Students majoring in philosophy develop critical thinking skills that are essential in all aspects of personal, political, and professional lives.
The Philosophy B.A. program at Finlandia is designed specifically to respond to the university’s goal to educate the whole person and foster intellectual challenge. As such, it is flexible enough to provide sufficient training for graduate school or for those who choose to pursue a career directly after college. Potential graduate students will be trained in how to read difficult philosophical texts, formulate logically sound arguments, and write persuasive papers on philosophical topics.
Those who do not anticipate going to graduate school will gain a wide grounding in the history of philosophy from ancient Greece to the present, the key topics in philosophy today, including biomedical ethics, environmental philosophy, and philosophy of sex and gender, and an understanding of not only how arguments work but how to critically think. The ultimate goal is to challenge students to think on their own and begin to formulate one’s own worldview.
- Educate the whole person by cultivating a personal philosophy, global awareness, and an understanding of the world as an interdependent system.
- Foster intellectual challenge through learning the history of philosophy and becoming familiar with contemporary philosophical questions and issues.
- Prepare students for graduate school education in both philosophy and other disciplines in the humanities.
- Develop graduates with critical thinking skills that prepare them for challenges in their careers after college.
- Cultivate argumentation skills of students through learning how arguments work, learning to question assumptions, and learning to craft logically sound arguments.
CLUBS & ORGANIZATIONS
APA – American Philosophical Association
The American Philosophical Association promotes the discipline and profession of philosophy, both within the academy and in the public arena. The APA supports the professional development of philosophers at all levels and works to foster greater understanding and appreciation of the value of philosophical inquiry.
STUDY ABROAD OPPORTUNITIES
Finlandia believes it is important for the student to be exposed to the world.
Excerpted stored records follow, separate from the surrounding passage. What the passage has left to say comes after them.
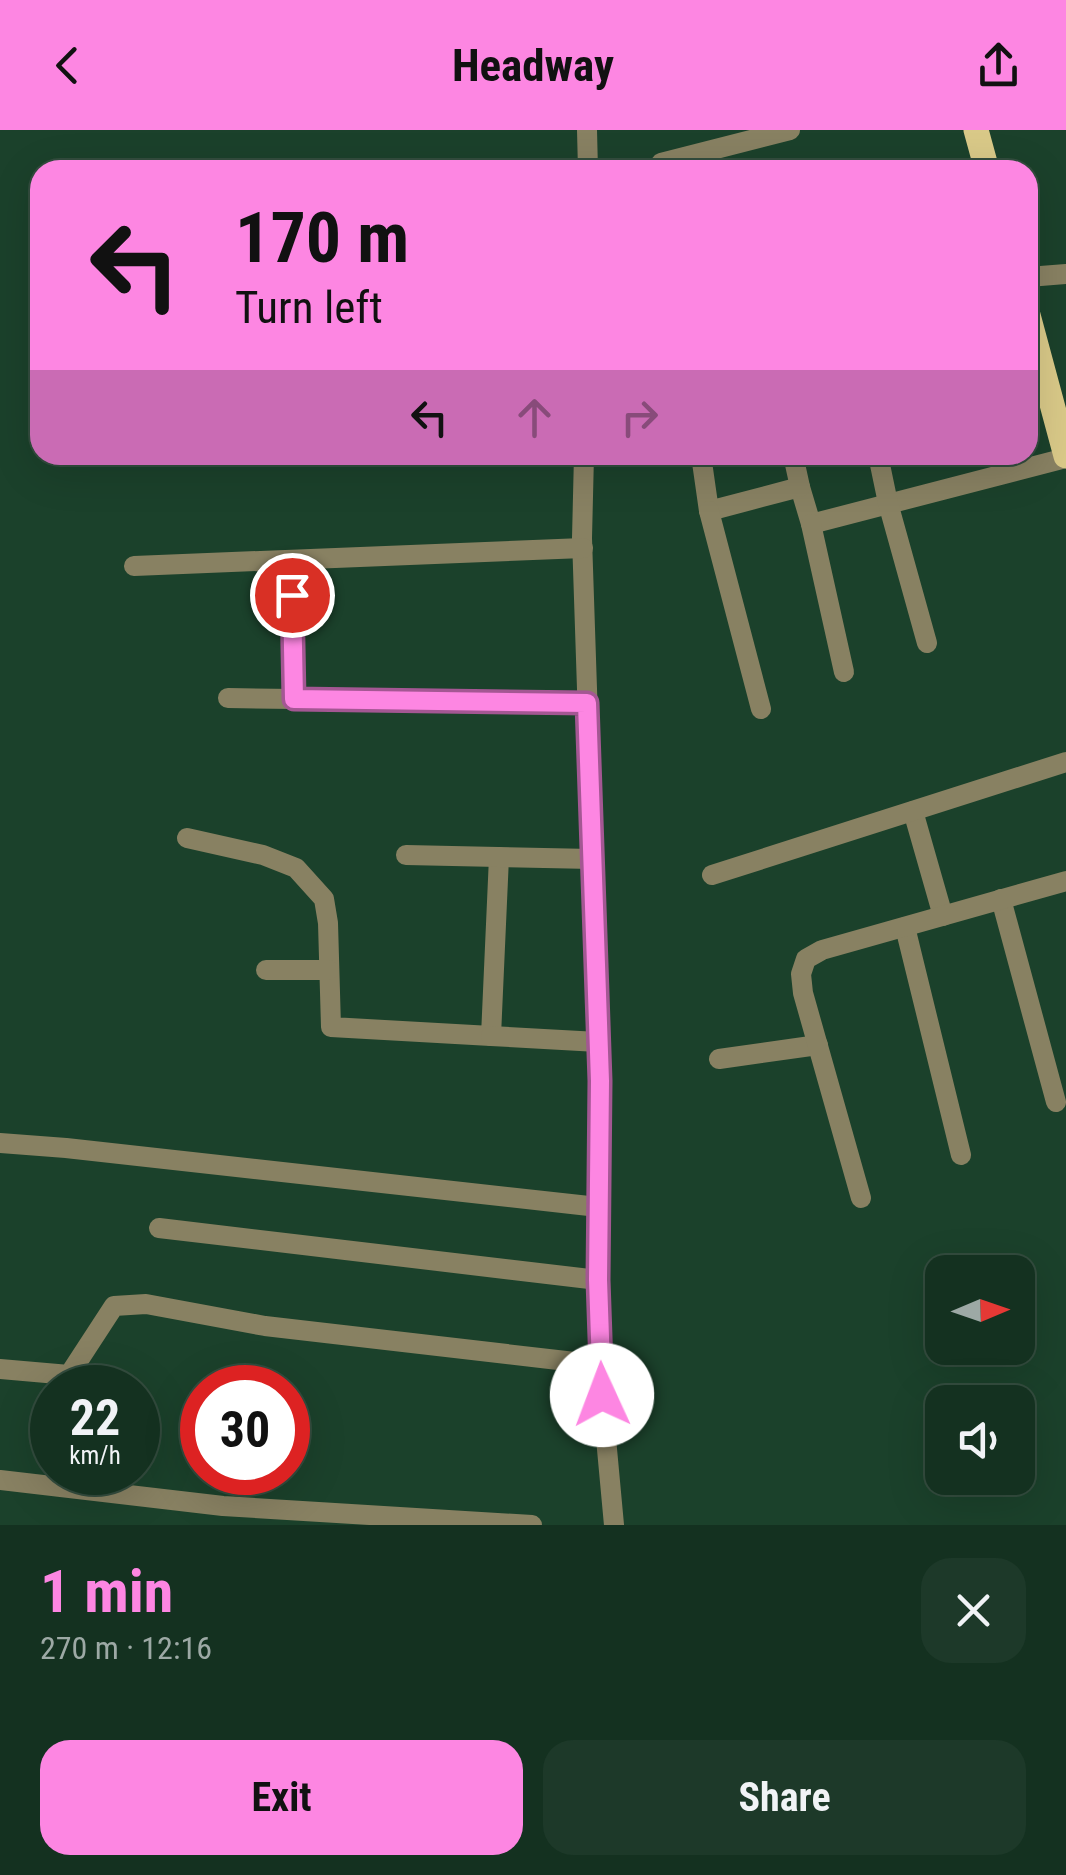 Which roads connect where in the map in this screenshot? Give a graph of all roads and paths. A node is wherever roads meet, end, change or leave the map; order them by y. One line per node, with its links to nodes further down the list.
1 (587, 130): 4 (street)
2 (790, 130): 5 (street)
3 (976, 130): 6 (main road)
4 (588, 160)
5 (673, 160)
6 (984, 160)
7 (1066, 274): 8 (street)
8 (1038, 276)
9 (1038, 352): 10 (main road)
10 (1066, 457): 11 (street)
11 (1038, 464)
12 (584, 465): 21 (street)
13 (702, 465): 19 (street)
14 (795, 465): 17 (street)
15 (880, 465): 18 (street)
16 (1035, 465): 18 (street)
17 (800, 487): 19 (street); 20 (street)
18 (888, 503): 20 (street); 24 (street)
19 (709, 511): 29 (street)
20 (811, 524): 25 (street)
21 (582, 548): 22 (street); 28 (street)
22 (291, 560): 23 (street); 27 (street)
23 (134, 566)
24 (927, 643)
25 (844, 672)
26 (228, 698): 27 (street)
27 (294, 699): 28 (street)
28 (587, 703): 35 (street)
29 (761, 709)
30 (1066, 762): 31 (street)
31 (913, 811): 36 (street); 39 (street)
32 (187, 838): 42 (street)
33 (406, 855): 34 (street)
34 (499, 857): 35 (street); 43 (street)
35 (592, 859): 44 (street)
36 (712, 875)
37 (1066, 881): 38 (street)
38 (1001, 899): 39 (street); 47 (street)
39 (943, 916): 40 (street)
40 (905, 927): 45 (street); 49 (street)
41 (266, 970): 42 (street)
42 (329, 970): 43 (street)
43 (491, 1036): 44 (street)
44 (598, 1042): 51 (street)
45 (818, 1045): 46 (street); 50 (street)
46 (719, 1059)
47 (1056, 1102)
48 (0, 1143): 51 (street)
49 (961, 1155)
50 (861, 1198)
51 (598, 1207): 53 (street)
52 (160, 1228): 53 (street)
53 (598, 1280): 54 (street)
54 (601, 1365): 55 (street); 58 (street)
55 (0, 1369)
56 (0, 1480): 57 (street)
57 (532, 1525)
58 (614, 1525) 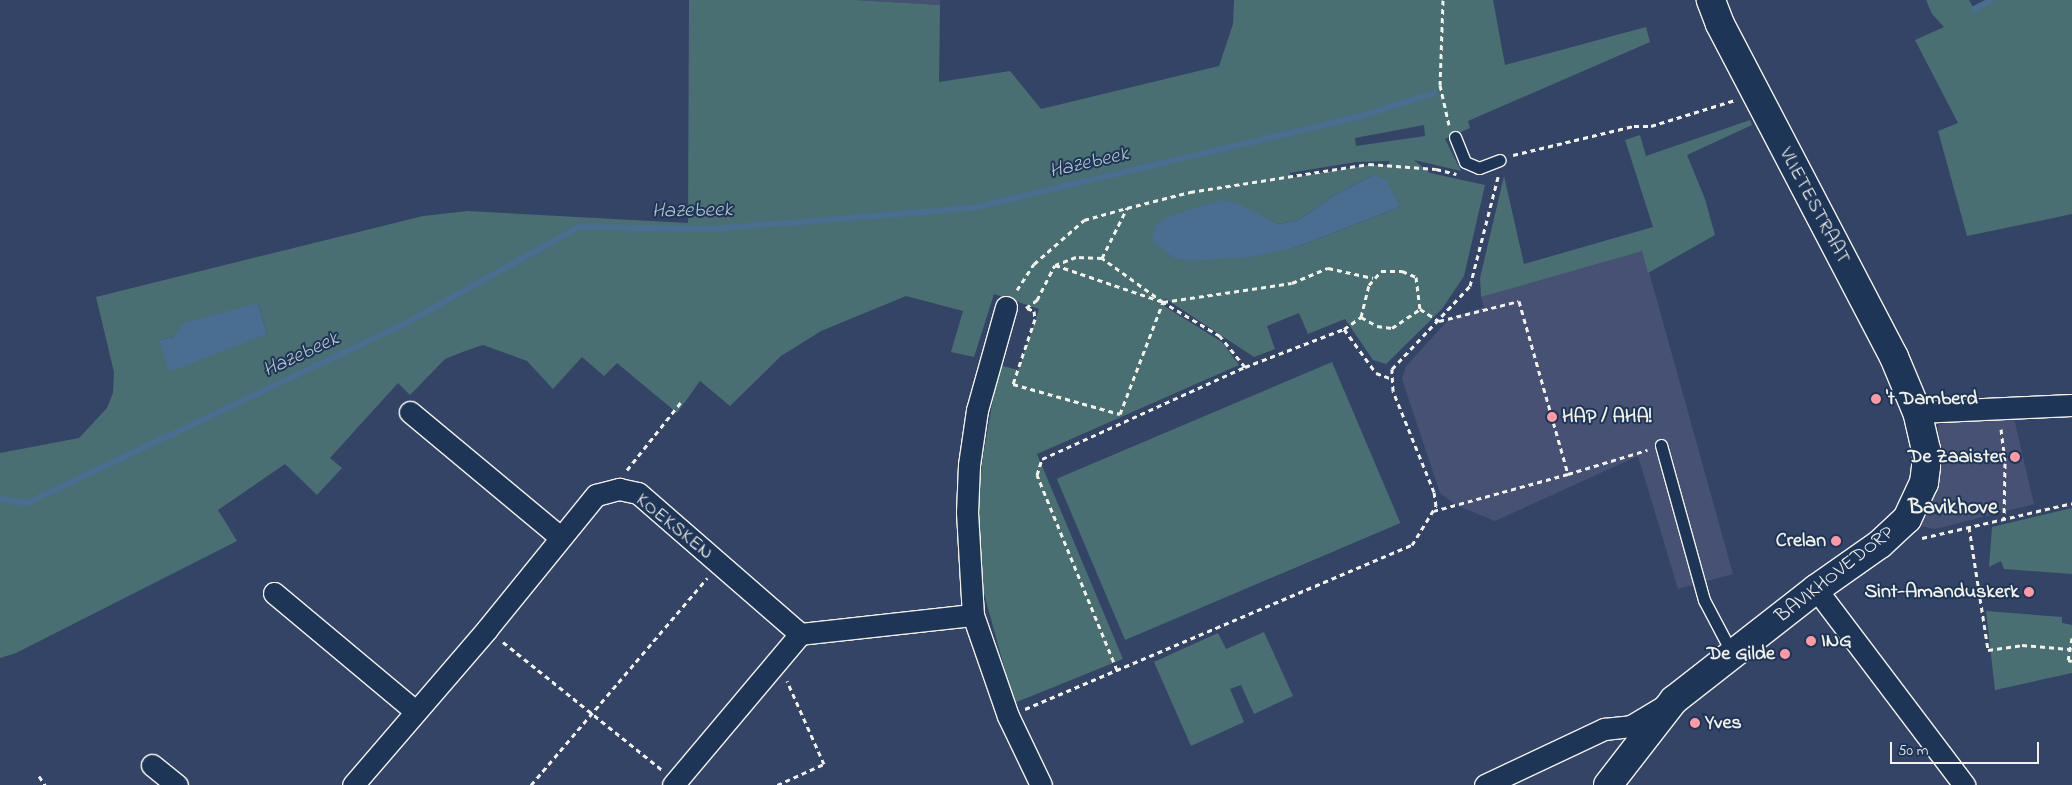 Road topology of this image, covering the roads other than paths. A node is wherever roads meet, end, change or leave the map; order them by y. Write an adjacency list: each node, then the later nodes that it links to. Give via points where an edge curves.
1 (1711, 0): 7 (street, VLIETESTRAAT, via 1894,357)
2 (1455, 137): 3 (lane, via 1465,162 1479,168)
3 (1500, 160)
4 (1007, 305): 12 (street, via 977,410 969,465 967,512)
5 (2072, 405): 7 (street)
6 (410, 412): 9 (street)
7 (1917, 412): 10 (street, BAVIKHOVEDORP, via 1926,450 1926,466 1915,507 1880,544)
8 (1662, 445): 14 (lane, via 1704,600)
9 (559, 536): 13 (street, KOEKSKEN, via 596,494 619,489 638,493); 16 (street, KOEKSKEN, via 487,629)
10 (1816, 589): 14 (street, BAVIKHOVEDORP); 26 (street)
11 (274, 593): 16 (street)
12 (973, 615): 13 (street); 24 (street, via 1008,716)
13 (800, 634): 20 (street)
14 (1733, 655): 15 (street, BAVIKHOVEDORP)
15 (1674, 700): 17 (street, BAVIKHOVEDORP, via 1644,720); 18 (street, BAVIKHOVEDORP)
16 (416, 711): 23 (street, KOEKSKEN)
17 (1617, 728): 18 (street, via 1627,734); 21 (street, BAVIKHOVEDORP, via 1604,730)
18 (1638, 748): 25 (street, BAVIKHOVEDORP)
19 (152, 765): 22 (street)
20 (675, 783)
21 (1489, 783)
22 (177, 785)
23 (353, 785)
24 (1041, 785)
25 (1608, 785)
26 (1964, 785)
By fostering exchange relations with foreign learning institutions we are able to bring experts from around the world to teach on campus and offer students the opportunity to attend college overseas.
ADDITIONAL LINKS AND FORMS
- Degree Requirements_2015-16
- Philosophy Suggested Course Schedule_2015-16
- Course Descriptions_2015-16
What you will learn
Along with receiving a good grounding in the history of philosophy, philosophy majors will be provided with an understanding of contemporary philosophical and ethical issues. In addition to academic and teaching careers, philosophy graduates equipped with the impressively transferable work skill of critical thinking enter careers in the fields of government, politics, law, business, journalism, computer science, health care, communication, and public relations.
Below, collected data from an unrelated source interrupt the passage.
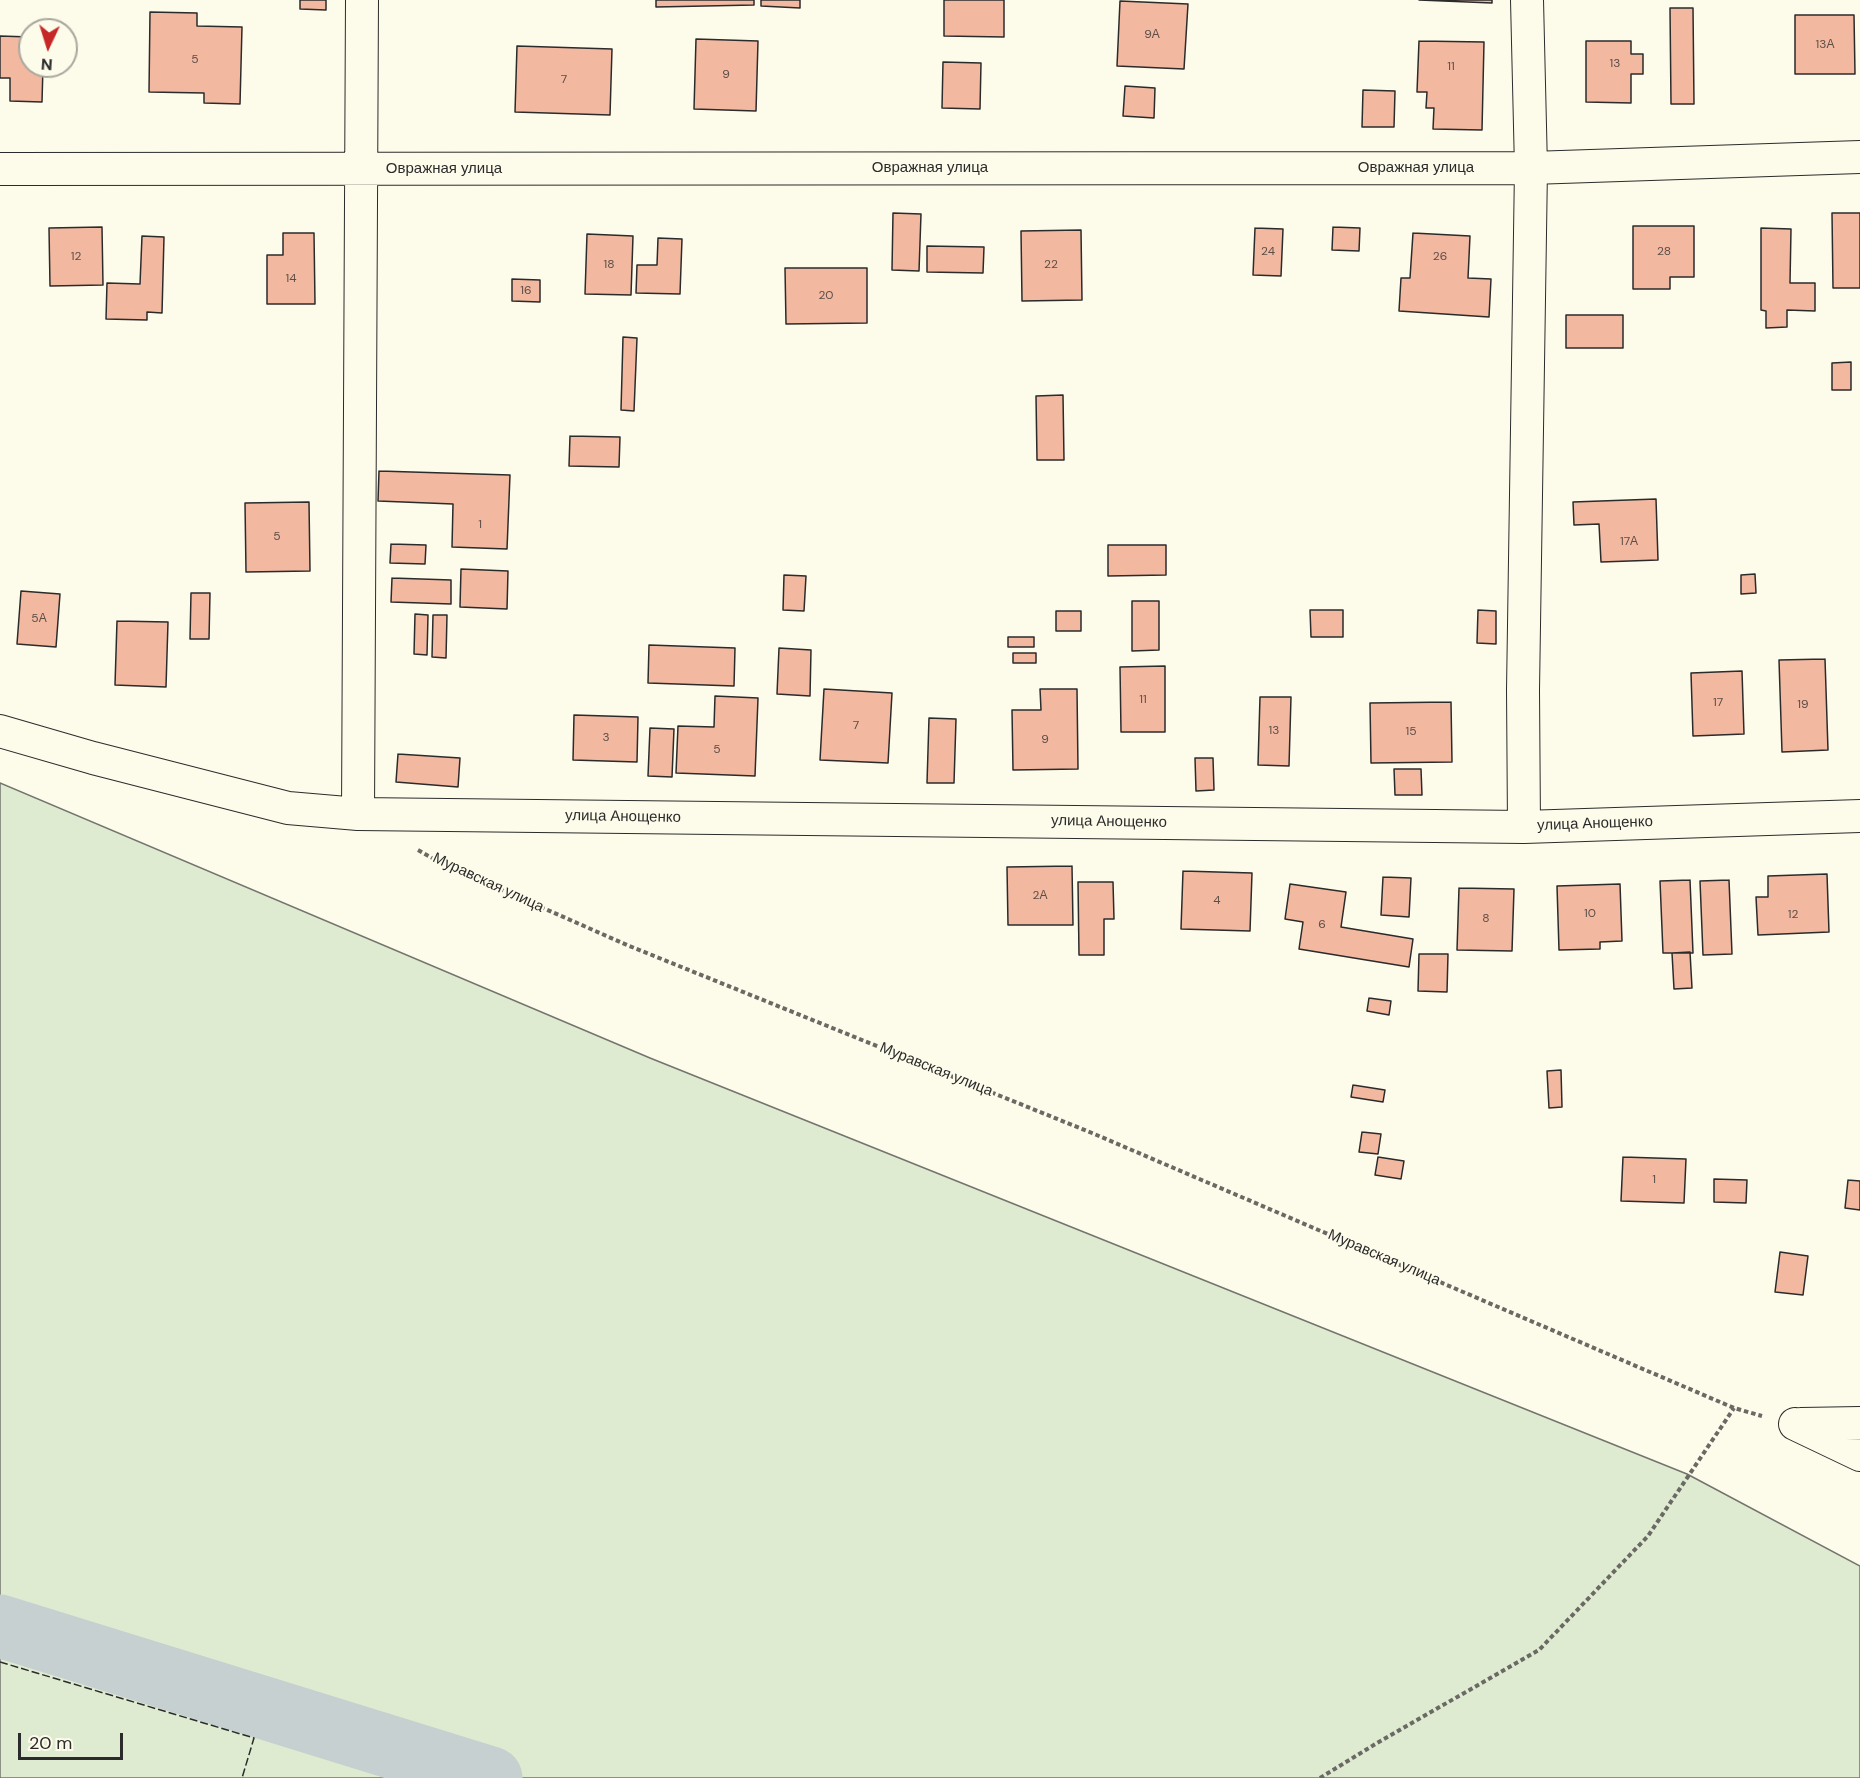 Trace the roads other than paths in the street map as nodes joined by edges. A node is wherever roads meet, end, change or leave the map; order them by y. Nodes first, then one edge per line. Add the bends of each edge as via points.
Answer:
1 (362, 0) edge
2 (1527, 0) edge
3 (1860, 157) edge
4 (1531, 168) junction
5 (0, 169) edge
6 (361, 169) junction
7 (0, 731) edge
8 (358, 814) junction
9 (1860, 816) edge
10 (1524, 827) junction
11 (1860, 1423) edge
12 (1860, 1455) edge

1 - 6 street
2 - 4 street
3 - 4 street, Овражная улица
4 - 6 street, Овражная улица
4 - 10 street
5 - 6 street, Овражная улица
6 - 8 street
7 - 8 street via 288,808
8 - 10 street, улица Анощенко
9 - 10 street, улица Анощенко
11 - 12 street via 1795,1424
Graduates will be able to:
- Demonstrate critical thinking skills by showing the ability to analyze and evaluate arguments.
- Formulate arguments that are coherent, reasonable, and defendable.
- Identify the various historical traditions of philosophy and differentiate between them.
- Apply knowledge from ethical and philosophical theories to everyday situations.
- Compare and contrast philosophies from the past and present.
- Assess differing philosophical systems according to legitimacy and practicality.
Sample Courses (CORE)
Classical topics in Western philosophical ethics, applied to current ethical concerns in areas such as the value of life, sexuality, medicine, business, media, and the environment. Available fall and spring semesters.
- Ancient Greek Philosophy
Examines primary texts of ancient Greek philosophy, beginning with the pre-Socratics and moving through the giants of the ancient philosophical world: Plato and Aristotle. Also includes ancient philosophical traditions such as Epicureanism and Stoicism. Available spring semester, odd years.
- Philosophy of the Self
Looks at the history of the self by exploring some pivotal thinkers in each epoch of Western history: the ancient, medieval, and modern. It then tries to understand what it means to be a self in contemporary society using postmodern thinkers as its background. Available fall semester, odd years. Prerequisite: PHL 101 or PHL 212.